Il y a cependant une certitude : M. Foucart – et le Monde de M. Foucart et plus spécialement de la rubrique Planète – ne manque pas une occasion de faire de l'EFSA-bashing. De se faire le relais de ces organisations qui se prévalent de la qualité d'« ONG », dont la transparence n'est pas la vertu première, et dont le fond de commerce inclut la contestation des institutions, notamment en matière sanitaire et environnementale.
Quel est le motif du nouveau courroux et de la nouvelle attaque deux décimètres au-dessous de la ceinture ? C'est plié en deux phrases :
« Seulement voilà : depuis près d’une décennie, l’EFSA s’emploie avec méthode et persévérance à détruire son capital de crédibilité, en cultivant une trop grande proximité avec les industries qu’elle est censée réguler. Dernier épisode en date : fin janvier, alors que son conflit avec le CIRC la plaçait au centre de l’attention, l’agence européenne annonçait la nomination, à la tête de sa communication, d’une lobbyiste fraîchement débarquée de l’industrie agroalimentaire.
Tout d'abord le mantra – exprimé ici avec une emphase grotesque – de la mouvance anti, dont une figure de proue est le Corporate Europe Observatory. Une « trop grande proximité » ? Les industries doivent être considérés comme ennemis ! C'est, pour se livrer à une comparaison, à se demander comment l'Église a pu tolérer la proximité des confesseurs avec les pauvres pécheurs...
L'objet du délit – ou plutôt du délire – est l'engagement de Mme Barbara Gallani à compter du 1er mai 2016. Mme Gallani est actuellement directrice des politiques et de la durabilité, et scientifique en chef de la Food and Drink Federation, la fédération britannique des aliments et des boissons.
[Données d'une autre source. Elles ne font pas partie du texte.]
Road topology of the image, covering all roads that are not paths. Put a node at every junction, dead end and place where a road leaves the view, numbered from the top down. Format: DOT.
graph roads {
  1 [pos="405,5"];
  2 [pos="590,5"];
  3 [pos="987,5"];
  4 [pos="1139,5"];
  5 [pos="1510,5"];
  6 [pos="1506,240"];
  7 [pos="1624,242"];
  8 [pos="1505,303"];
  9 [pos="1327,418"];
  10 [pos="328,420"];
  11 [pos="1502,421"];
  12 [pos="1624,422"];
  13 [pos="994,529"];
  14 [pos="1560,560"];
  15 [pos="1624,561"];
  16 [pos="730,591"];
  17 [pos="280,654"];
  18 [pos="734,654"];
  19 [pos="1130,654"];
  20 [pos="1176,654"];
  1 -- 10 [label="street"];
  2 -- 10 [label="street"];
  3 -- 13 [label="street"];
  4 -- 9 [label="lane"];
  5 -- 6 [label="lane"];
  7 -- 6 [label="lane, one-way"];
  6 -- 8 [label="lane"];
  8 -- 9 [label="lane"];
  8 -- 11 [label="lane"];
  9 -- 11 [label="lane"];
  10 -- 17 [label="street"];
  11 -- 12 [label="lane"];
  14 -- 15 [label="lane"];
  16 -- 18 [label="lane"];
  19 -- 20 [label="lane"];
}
Horreur ! Elle vient de chez l'ennemi et, plutôt que d'être une transfuge, elle en sera le sous-marin ! Foi de CEO et de Foucart ! Notez bien qu'elle a aussi travaillé dans le service public, à la Food Standards Agency (avec un détachement à la DG Santé) et dans la défense des consommateurs au Bureau Européen des Unions de Consommateurs (BEUC). Mais rien n'y fait pour les talibans verts : elle a travaillé pour l'industrie... condamnée ; et l'EFSA dans le même mouvement ! Elle a une expérience diversifiée... condamnée !
Food Policy Adviser
European Consumers' Organisation BEUC
juillet 2005 – février 2007 (1 an 8 mois)Région de Bruxelles , Belgique
I was responsible for preparing and agreeing BEUC’s position papers on all food issues and worked closely with the food officers in the 40 member organisations across 27 member states. I represented BEUC at meetings and conferences in Brussels and around Europe. As part of my everyday job I was in contact with journalists and was often interviewed for radio and tv programmes to provide the consumer perspective on food issues.
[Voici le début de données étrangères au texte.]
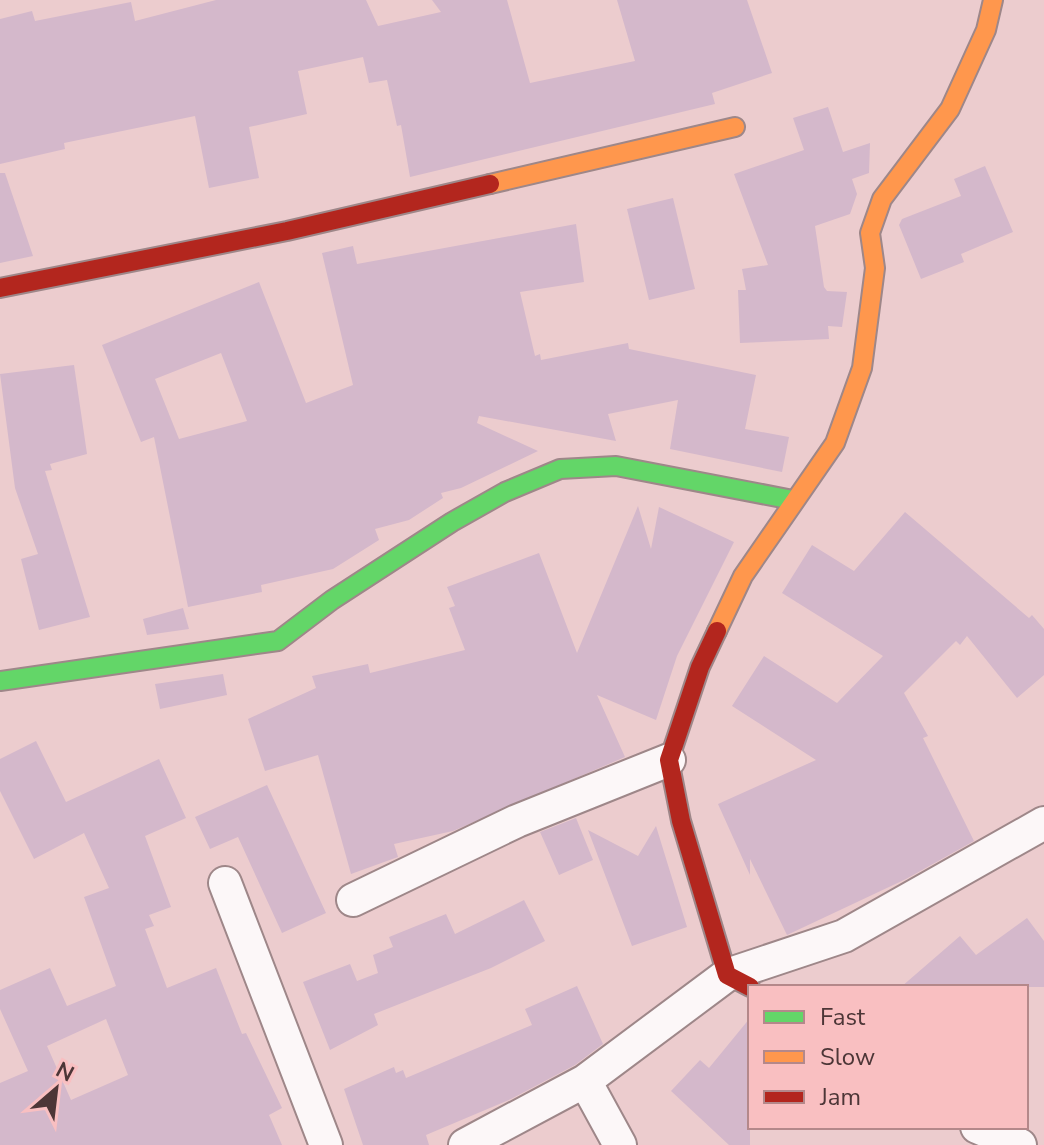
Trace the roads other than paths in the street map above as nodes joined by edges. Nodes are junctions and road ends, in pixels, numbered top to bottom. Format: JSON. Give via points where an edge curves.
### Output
{"nodes":[{"id":1,"x":993,"y":0,"type":"edge"},
{"id":2,"x":735,"y":127,"type":"dead end"},
{"id":3,"x":0,"y":288,"type":"edge"},
{"id":4,"x":793,"y":500,"type":"junction"},
{"id":5,"x":0,"y":681,"type":"edge"},
{"id":6,"x":669,"y":760,"type":"junction"},
{"id":7,"x":1044,"y":823,"type":"edge"},
{"id":8,"x":225,"y":883,"type":"dead end"},
{"id":9,"x":353,"y":900,"type":"dead end"},
{"id":10,"x":738,"y":981,"type":"edge"},
{"id":11,"x":585,"y":1081,"type":"junction"},
{"id":12,"x":982,"y":1129,"type":"edge"},
{"id":13,"x":326,"y":1145,"type":"edge"},
{"id":14,"x":465,"y":1145,"type":"edge"},
{"id":15,"x":620,"y":1145,"type":"edge"},
{"id":16,"x":1020,"y":1145,"type":"edge"}],
"edges":[{"from":1,"to":4,"type":"street","via":[[986,30],[950,109],[882,199],[870,233],[875,268],[862,368],[835,443]]},
{"from":2,"to":3,"type":"street","via":[[302,228]]},
{"from":4,"to":5,"type":"street","via":[[616,466],[560,469],[452,522],[278,641]]},
{"from":4,"to":6,"type":"street","via":[[737,589],[700,667]]},
{"from":6,"to":9,"type":"street","via":[[517,821]]},
{"from":6,"to":10,"type":"street","via":[[681,821]]},
{"from":7,"to":10,"type":"street","via":[[844,936]]},
{"from":8,"to":13,"type":"street"},
{"from":10,"to":11,"type":"street"},
{"from":11,"to":14,"type":"street"},
{"from":11,"to":15,"type":"street"},
{"from":12,"to":16,"type":"street"}]}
Un consortium d'entités a protesté : Corporate Europe Observatory, Fondation Sciences Citoyennes, GMWatch, Groupe international d’études transdisciplinaires (GIET), Health & Environment Alliance (HEAL), Pesticides Action Network Europe, Testbiotech. C'est ce que M. Foucart appelle : « ...une demi-douzaine d’ONG européennes »... On est ébloui !
On est surtout ébloui par le fait que le Monde puisse relayer cette protestation sans la moindre vérification quant à la crédibilité des protestataires et le sérieux de la protestation. Celle-ci est une lettre aux membres de la Commission de Contrôle Budgétaire du Parlement européen. On voit tout de suite que ces gens font de la politique...
Ces entités ont annexé à leur lettre une « liste, comique à force d’être interminable, des scandales ayant émaillé l’histoire récente de l’EFSA ». C'est M. Foucart qui l'écrit... à juste titre s'agissant du comique.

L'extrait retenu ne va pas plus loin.